The Company is engaged in two lines of business. In one, the Company,
through its wholly owned subsidiary, e.TV Commerce, Inc. ("e.TV"), operates in
the Internet, e-commerce and telecommunications business (the "e.TV Business"),
marketing products and services primarily using a person to person sales
approach with the services of commissioned independent sales representatives in
a referral network marketing organization. Key services and products in this
line of business include the following:
o Interactive advanced digital tv set-top boxes which enable
the consumer to access the Internet through the consumer's
tv set over a telephone line, conduct electronic commerce
through e.TV's own e-commerce shopping mall, and access a
variety of different software applications through network
computing capabilities;
o Sales of long distance telephone service;
o Sales of
Internet access service;
o On-line shopping;
o Pre-paid cellular telephone service; and
o Web page design and sales
In its other line of business, the Company is engaged in the business of
designing, developing, licensing, installing and servicing computer software
products and systems predominantly for public safety and law enforcement
agencies (the "Public Safety Software Business"). Historically, the Company's
public safety customers have been primarily located in New York State.
The Company generates Public Safety Business Revenues from the granting of
nonexclusive, non-transferable and non-assignable licenses to use software it
has developed, through fixed price contracts. Revenues from such fixed price
contracts are recognized using the percentage of completion method of
accounting. The Company retains title to the software and warrants that it will
provide technical support and repair any defects in the software at no charge.

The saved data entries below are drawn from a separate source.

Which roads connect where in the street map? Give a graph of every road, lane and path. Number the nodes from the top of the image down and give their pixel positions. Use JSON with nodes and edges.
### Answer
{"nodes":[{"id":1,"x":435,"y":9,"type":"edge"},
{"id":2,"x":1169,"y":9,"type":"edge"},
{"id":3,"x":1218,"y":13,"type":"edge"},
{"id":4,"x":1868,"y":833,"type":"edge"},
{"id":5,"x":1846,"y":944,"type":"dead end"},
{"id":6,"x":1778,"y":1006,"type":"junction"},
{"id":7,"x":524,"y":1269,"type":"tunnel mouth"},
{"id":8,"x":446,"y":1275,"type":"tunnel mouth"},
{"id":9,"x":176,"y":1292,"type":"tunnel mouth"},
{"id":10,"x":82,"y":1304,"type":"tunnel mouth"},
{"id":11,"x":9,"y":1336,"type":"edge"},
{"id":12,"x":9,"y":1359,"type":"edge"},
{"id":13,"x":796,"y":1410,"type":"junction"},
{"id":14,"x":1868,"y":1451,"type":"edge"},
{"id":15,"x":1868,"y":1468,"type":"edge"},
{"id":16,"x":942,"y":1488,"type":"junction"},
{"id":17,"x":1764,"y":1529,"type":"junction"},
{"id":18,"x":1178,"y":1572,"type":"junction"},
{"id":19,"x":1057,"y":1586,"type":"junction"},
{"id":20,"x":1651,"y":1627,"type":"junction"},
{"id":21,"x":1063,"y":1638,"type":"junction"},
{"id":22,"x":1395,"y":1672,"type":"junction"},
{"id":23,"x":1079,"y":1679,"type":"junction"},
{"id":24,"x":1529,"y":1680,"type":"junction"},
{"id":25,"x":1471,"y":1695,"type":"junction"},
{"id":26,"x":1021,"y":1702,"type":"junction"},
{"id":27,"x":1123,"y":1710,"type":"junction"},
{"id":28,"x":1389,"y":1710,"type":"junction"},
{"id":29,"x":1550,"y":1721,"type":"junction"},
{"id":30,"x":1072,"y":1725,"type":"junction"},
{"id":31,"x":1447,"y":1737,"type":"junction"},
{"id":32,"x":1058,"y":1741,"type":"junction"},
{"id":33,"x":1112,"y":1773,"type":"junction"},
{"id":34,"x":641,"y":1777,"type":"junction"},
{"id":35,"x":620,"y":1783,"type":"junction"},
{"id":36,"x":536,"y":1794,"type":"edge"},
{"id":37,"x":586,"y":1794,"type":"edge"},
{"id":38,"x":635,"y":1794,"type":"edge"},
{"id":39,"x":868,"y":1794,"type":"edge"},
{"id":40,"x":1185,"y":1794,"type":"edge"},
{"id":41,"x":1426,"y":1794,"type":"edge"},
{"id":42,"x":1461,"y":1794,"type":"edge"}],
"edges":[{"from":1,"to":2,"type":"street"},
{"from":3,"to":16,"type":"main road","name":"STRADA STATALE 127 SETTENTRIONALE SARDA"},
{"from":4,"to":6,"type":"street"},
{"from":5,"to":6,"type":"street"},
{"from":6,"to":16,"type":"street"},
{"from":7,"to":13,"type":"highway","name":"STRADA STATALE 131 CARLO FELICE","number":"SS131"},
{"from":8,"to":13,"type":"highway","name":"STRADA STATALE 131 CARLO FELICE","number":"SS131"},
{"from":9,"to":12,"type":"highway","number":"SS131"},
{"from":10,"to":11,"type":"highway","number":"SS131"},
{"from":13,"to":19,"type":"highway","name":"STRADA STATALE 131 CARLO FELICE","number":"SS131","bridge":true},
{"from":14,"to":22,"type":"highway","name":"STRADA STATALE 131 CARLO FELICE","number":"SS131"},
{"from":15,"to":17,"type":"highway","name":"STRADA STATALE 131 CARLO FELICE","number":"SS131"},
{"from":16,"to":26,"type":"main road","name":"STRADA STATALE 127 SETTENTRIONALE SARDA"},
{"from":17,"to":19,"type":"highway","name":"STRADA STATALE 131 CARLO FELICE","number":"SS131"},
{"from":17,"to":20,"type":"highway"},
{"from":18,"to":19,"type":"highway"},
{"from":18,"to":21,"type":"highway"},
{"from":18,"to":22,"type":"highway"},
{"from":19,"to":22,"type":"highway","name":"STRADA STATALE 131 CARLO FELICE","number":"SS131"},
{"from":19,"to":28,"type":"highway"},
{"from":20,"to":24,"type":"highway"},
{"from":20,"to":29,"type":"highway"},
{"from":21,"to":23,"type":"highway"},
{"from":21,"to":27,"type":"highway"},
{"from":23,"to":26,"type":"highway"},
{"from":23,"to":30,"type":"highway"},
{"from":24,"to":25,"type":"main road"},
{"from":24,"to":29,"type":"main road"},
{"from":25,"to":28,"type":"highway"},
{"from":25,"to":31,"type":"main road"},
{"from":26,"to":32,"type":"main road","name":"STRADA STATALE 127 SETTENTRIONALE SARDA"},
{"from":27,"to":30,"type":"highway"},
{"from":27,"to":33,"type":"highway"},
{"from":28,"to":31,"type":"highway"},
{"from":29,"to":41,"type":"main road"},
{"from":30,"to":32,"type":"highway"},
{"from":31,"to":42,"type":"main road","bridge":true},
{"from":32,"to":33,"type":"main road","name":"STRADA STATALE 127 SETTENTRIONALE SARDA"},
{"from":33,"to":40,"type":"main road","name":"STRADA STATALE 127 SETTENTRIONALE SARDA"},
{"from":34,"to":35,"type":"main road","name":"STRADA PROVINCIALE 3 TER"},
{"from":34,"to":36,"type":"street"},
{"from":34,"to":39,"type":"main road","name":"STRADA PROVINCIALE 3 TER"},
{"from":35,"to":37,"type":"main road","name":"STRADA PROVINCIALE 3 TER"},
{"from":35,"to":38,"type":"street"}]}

The warranty period for each contract is negotiated individually, with the
periods ranging from 90 days to three years. To date, repair costs have been
minimal and, therefore, the Company has not had to establish a reserve for
warranty costs.
The Company also provides post-contract, customer support to licensees of
its software. Revenues from such services are recognized ratably over the period
of performance. Fees billed and/or received prior to performance of services are
reflected as deferred revenues.
The Company's revenues, expenses and operating results have varied
considerably in the past and are likely to vary in the future. Fluctuations in
revenues depend on a number of factors, some of which are beyond the Company's
control. These factors include, among other things, the timing of contracts,
delays in customer acceptance of the Company's software products and
competition.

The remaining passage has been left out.